● **PROVIDED RECORDS**:
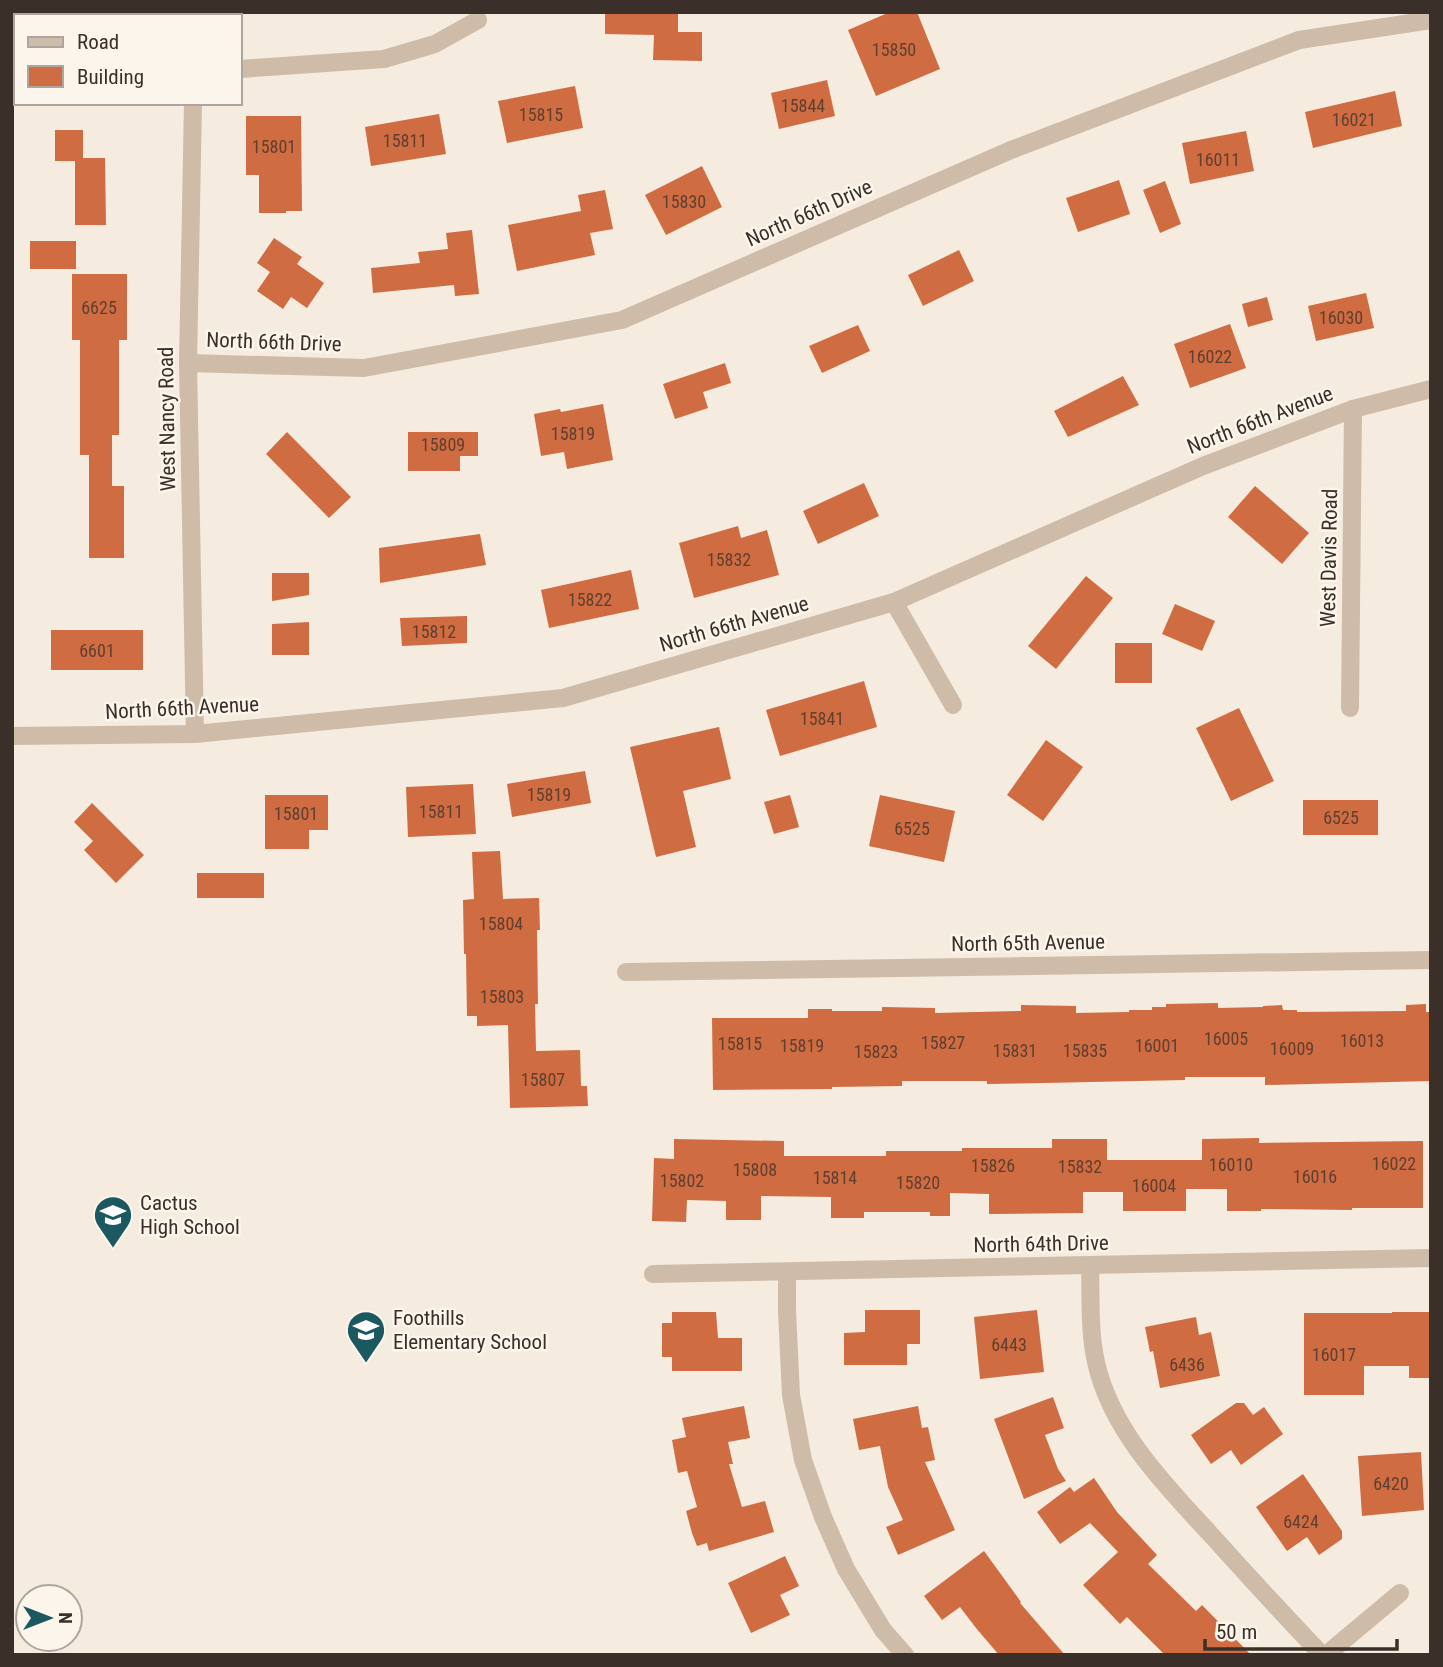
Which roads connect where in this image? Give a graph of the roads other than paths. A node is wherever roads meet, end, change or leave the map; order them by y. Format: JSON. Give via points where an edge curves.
{"nodes":[{"id":1,"x":478,"y":20,"type":"dead end"},
{"id":2,"x":1431,"y":20,"type":"edge"},
{"id":3,"x":242,"y":69,"type":"edge"},
{"id":4,"x":194,"y":105,"type":"edge"},
{"id":5,"x":188,"y":363,"type":"junction"},
{"id":6,"x":1431,"y":389,"type":"edge"},
{"id":7,"x":1353,"y":409,"type":"junction"},
{"id":8,"x":894,"y":602,"type":"junction"},
{"id":9,"x":953,"y":705,"type":"dead end"},
{"id":10,"x":1350,"y":708,"type":"dead end"},
{"id":11,"x":195,"y":734,"type":"junction"},
{"id":12,"x":12,"y":736,"type":"edge"},
{"id":13,"x":1431,"y":960,"type":"edge"},
{"id":14,"x":626,"y":972,"type":"dead end"},
{"id":15,"x":1431,"y":1258,"type":"edge"},
{"id":16,"x":1090,"y":1266,"type":"junction"},
{"id":17,"x":788,"y":1272,"type":"junction"},
{"id":18,"x":653,"y":1274,"type":"dead end"},
{"id":19,"x":1400,"y":1593,"type":"dead end"},
{"id":20,"x":905,"y":1655,"type":"edge"},
{"id":21,"x":1324,"y":1655,"type":"edge"}],
"edges":[{"from":1,"to":3,"type":"street","via":[[435,44],[384,59]]},
{"from":2,"to":5,"type":"street","name":"North 66th Drive","via":[[1299,40],[1011,150],[622,320],[364,368]]},
{"from":4,"to":5,"type":"street","name":"West Nancy Road"},
{"from":5,"to":11,"type":"street","name":"West Nancy Road"},
{"from":6,"to":7,"type":"street","name":"North 66th Avenue"},
{"from":7,"to":8,"type":"street","name":"North 66th Avenue","via":[[1203,466]]},
{"from":7,"to":10,"type":"street","name":"West Davis Road"},
{"from":8,"to":9,"type":"street"},
{"from":8,"to":11,"type":"street","name":"North 66th Avenue","via":[[563,698]]},
{"from":11,"to":12,"type":"street","name":"North 66th Avenue"},
{"from":13,"to":14,"type":"street","name":"North 65th Avenue"},
{"from":15,"to":16,"type":"street","name":"North 64th Drive"},
{"from":16,"to":17,"type":"street","name":"North 64th Drive"},
{"from":16,"to":21,"type":"street","via":[[1096,1362],[1110,1405],[1128,1436],[1166,1486]]},
{"from":17,"to":18,"type":"street","name":"North 64th Drive"},
{"from":17,"to":20,"type":"street","via":[[791,1395],[803,1461],[846,1569],[883,1630]]},
{"from":19,"to":21,"type":"street"}]}
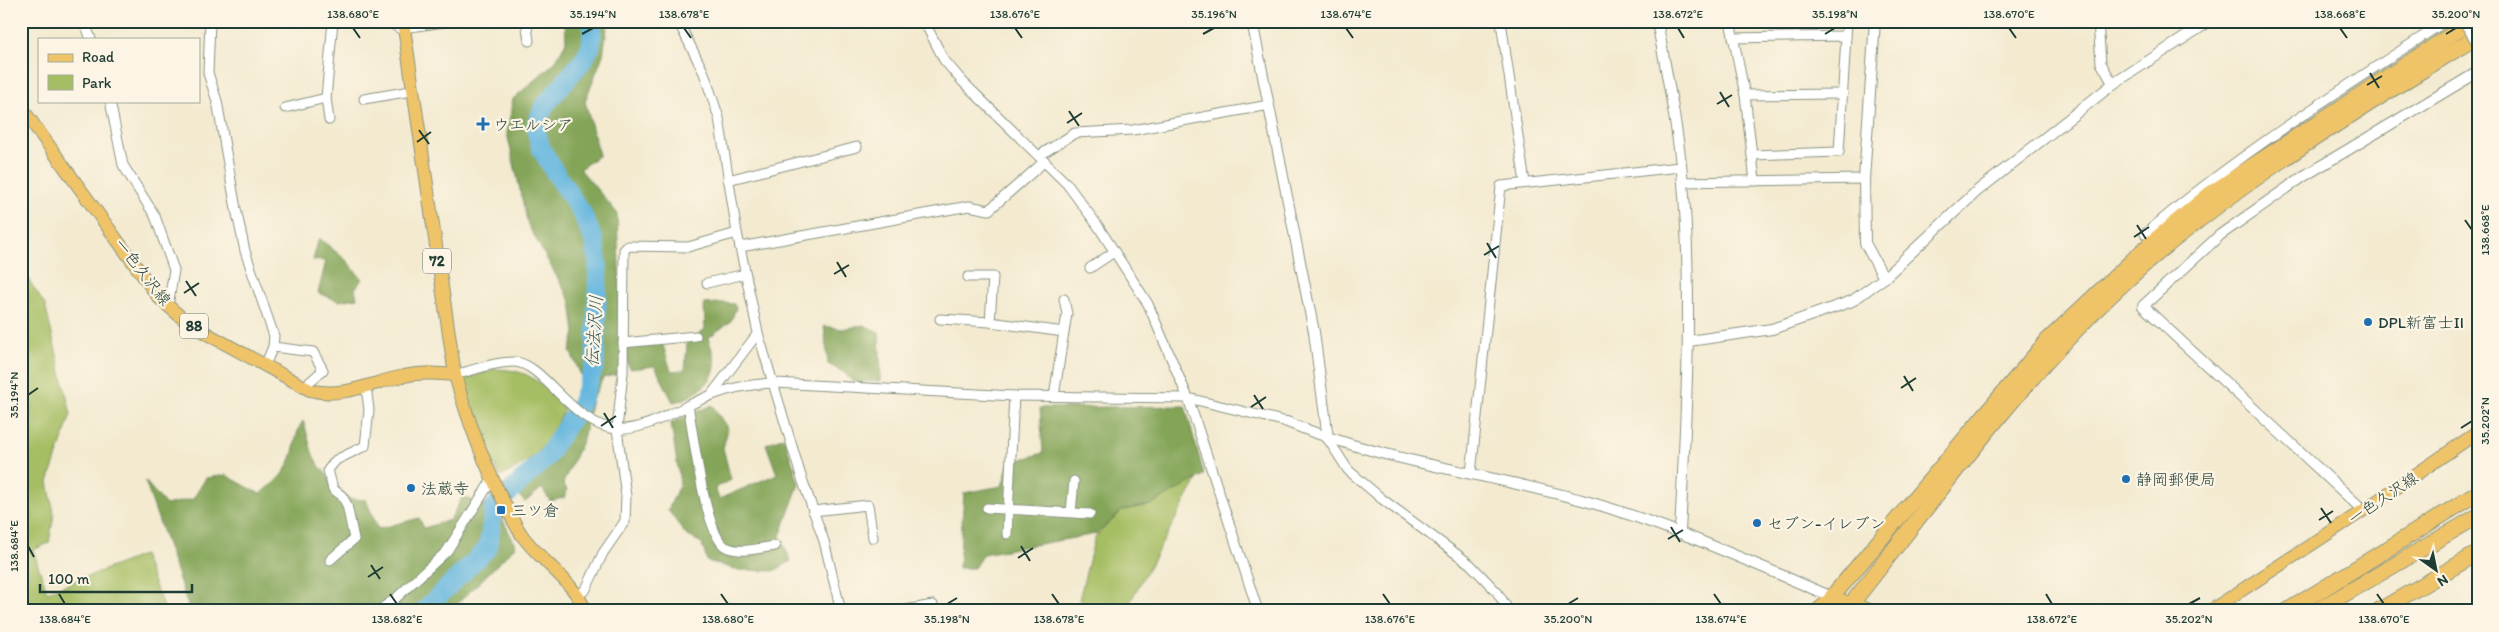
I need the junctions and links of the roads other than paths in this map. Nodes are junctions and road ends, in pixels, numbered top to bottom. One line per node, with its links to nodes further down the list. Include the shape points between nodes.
1 (84, 21): 23 (street)
2 (210, 21): 66 (street, via 208,73 217,101 241,234 270,320)
3 (333, 21): 32 (street)
4 (387, 21): 20 (street)
5 (451, 21): 20 (street)
6 (526, 21): 25 (street)
7 (678, 21): 44 (street, via 704,73 719,118)
8 (924, 21): 41 (street, via 944,60 962,81)
9 (1252, 21): 35 (street)
10 (1657, 21): 42 (street)
11 (1730, 21): 24 (street)
12 (1847, 21): 21 (street)
13 (1875, 21): 43 (street)
14 (2098, 21): 28 (street, via 2101,63)
15 (2210, 21): 28 (street)
16 (2446, 21): 49 (street, via 2244,155)
17 (2464, 21): 26 (street, bridge)
18 (2472, 21): 99 (highway, via 2217,189 2149,245 2047,341)
19 (1501, 22): 47 (street)
20 (403, 27): 29 (main road, 72)
21 (1846, 36): 24 (street); 30 (street)
22 (2478, 36): 101 (highway, via 2294,151 2157,253 2060,347)
23 (91, 38)
24 (1733, 38): 31 (street)
25 (529, 41)
26 (2478, 44)
27 (2478, 72): 88 (street, via 2296,181 2220,235 2143,306)
28 (2112, 84): 55 (street, via 1976,192)
29 (412, 91): 33 (street); 68 (main road, 72)
30 (1841, 94): 31 (street); 40 (street, via 1839,152)
31 (1744, 95): 40 (street)
32 (326, 98): 37 (street); 38 (street)
33 (364, 99)
34 (110, 102): 58 (street, via 123,166 155,216 174,270)
35 (1269, 105): 41 (street, via 1133,130 1075,134); 80 (street, via 1314,332)
36 (21, 107): 58 (main road, 一色久沢線 / 88)
37 (286, 108)
38 (329, 120)
39 (857, 146): 44 (street)
40 (1752, 155): 45 (street)
41 (1042, 158): 50 (street, via 989,210 969,206); 51 (street, via 1072,191)
42 (1680, 167): 46 (street); 47 (street)
43 (1864, 179): 45 (street); 55 (street, via 1866,243)
44 (728, 180): 48 (street)
45 (1755, 181): 46 (street)
46 (1683, 182): 64 (street)
47 (1525, 183): 81 (street, via 1501,186)
48 (737, 233): 50 (street); 65 (street, via 688,247 628,246 624,250)
49 (2145, 234)
50 (740, 247): 53 (street)
51 (1114, 252): 52 (street); 75 (street, via 1148,304)
52 (1090, 268)
53 (745, 274): 56 (street); 62 (street)
54 (968, 277): 60 (street, via 993,277)
55 (1884, 278): 64 (street, via 1852,301 1772,329)
56 (707, 283)
57 (1064, 299): 61 (street, via 1067,314)
58 (168, 306): 67 (main road, 一色久沢線 / 88, via 190,324)
59 (940, 319): 60 (street)
60 (990, 322): 61 (street)
61 (1064, 332): 74 (street)
62 (758, 333): 69 (street); 72 (street)
63 (696, 336): 65 (street)
64 (1688, 341): 92 (street)
65 (623, 343): 78 (street)
66 (273, 347): 67 (street); 71 (street, via 313,352 323,370)
67 (265, 365): 71 (main road, 一色久沢線 / 88)
68 (455, 376): 70 (main road, 一色久沢線 / 88, via 406,375); 78 (street, via 516,361 529,366 592,423); 82 (main road, 72, via 470,428)
69 (775, 383): 72 (street, via 742,385); 73 (street); 87 (street)
70 (366, 386): 71 (main road, 一色久沢線 / 88, via 329,394); 97 (street, via 369,410 365,446 336,460 328,470 332,488 347,504 354,539)
71 (304, 387)
72 (710, 395): 76 (street)
73 (1014, 396): 74 (street); 86 (street)
74 (1054, 396): 75 (street)
75 (1188, 398): 77 (street); 106 (street)
76 (688, 405): 78 (street, via 641,426); 95 (street, via 709,520 716,538 724,546 737,551)
77 (1286, 422): 80 (street)
78 (617, 430): 98 (street, via 626,496 625,521 602,554 586,589)
79 (2478, 432): 88 (main road, 一色久沢線)
80 (1328, 439): 81 (street); 107 (street, via 1348,470 1470,564 1497,592)
81 (1471, 474): 92 (street, via 1582,500)
82 (493, 478): 98 (main road, 72, via 523,537); 102 (street, via 447,551)
83 (1074, 481): 89 (street)
84 (2478, 493): 111 (highway)
85 (986, 508): 86 (street)
86 (1008, 509): 89 (street); 93 (street)
87 (813, 511): 94 (street, via 868,505); 104 (street, via 824,541)
88 (2364, 511): 110 (main road, 一色久沢線)
89 (1071, 512): 90 (street)
90 (1090, 514)
91 (2478, 516): 112 (highway)
92 (1680, 532): 99 (street)
93 (1007, 534)
94 (874, 538)
95 (775, 546)
96 (2478, 555): 113 (highway)
97 (330, 560)
98 (579, 595): 103 (main road, 72)
99 (1832, 597): 101 (main road); 108 (main road)
100 (933, 605): 105 (street)
101 (1847, 607): 109 (main road)
102 (378, 611)
103 (586, 611)
104 (841, 611)
105 (900, 611)
106 (1258, 611)
107 (1509, 611)
108 (1816, 611)
109 (1872, 611)
110 (2210, 611)
111 (2287, 611)
112 (2316, 611)
113 (2378, 611)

● **BRIEF**:
Count up the lines of the listing where "points" occurs, and answer with that number only.

● **SOLUTION FOR THIS TASK**:
2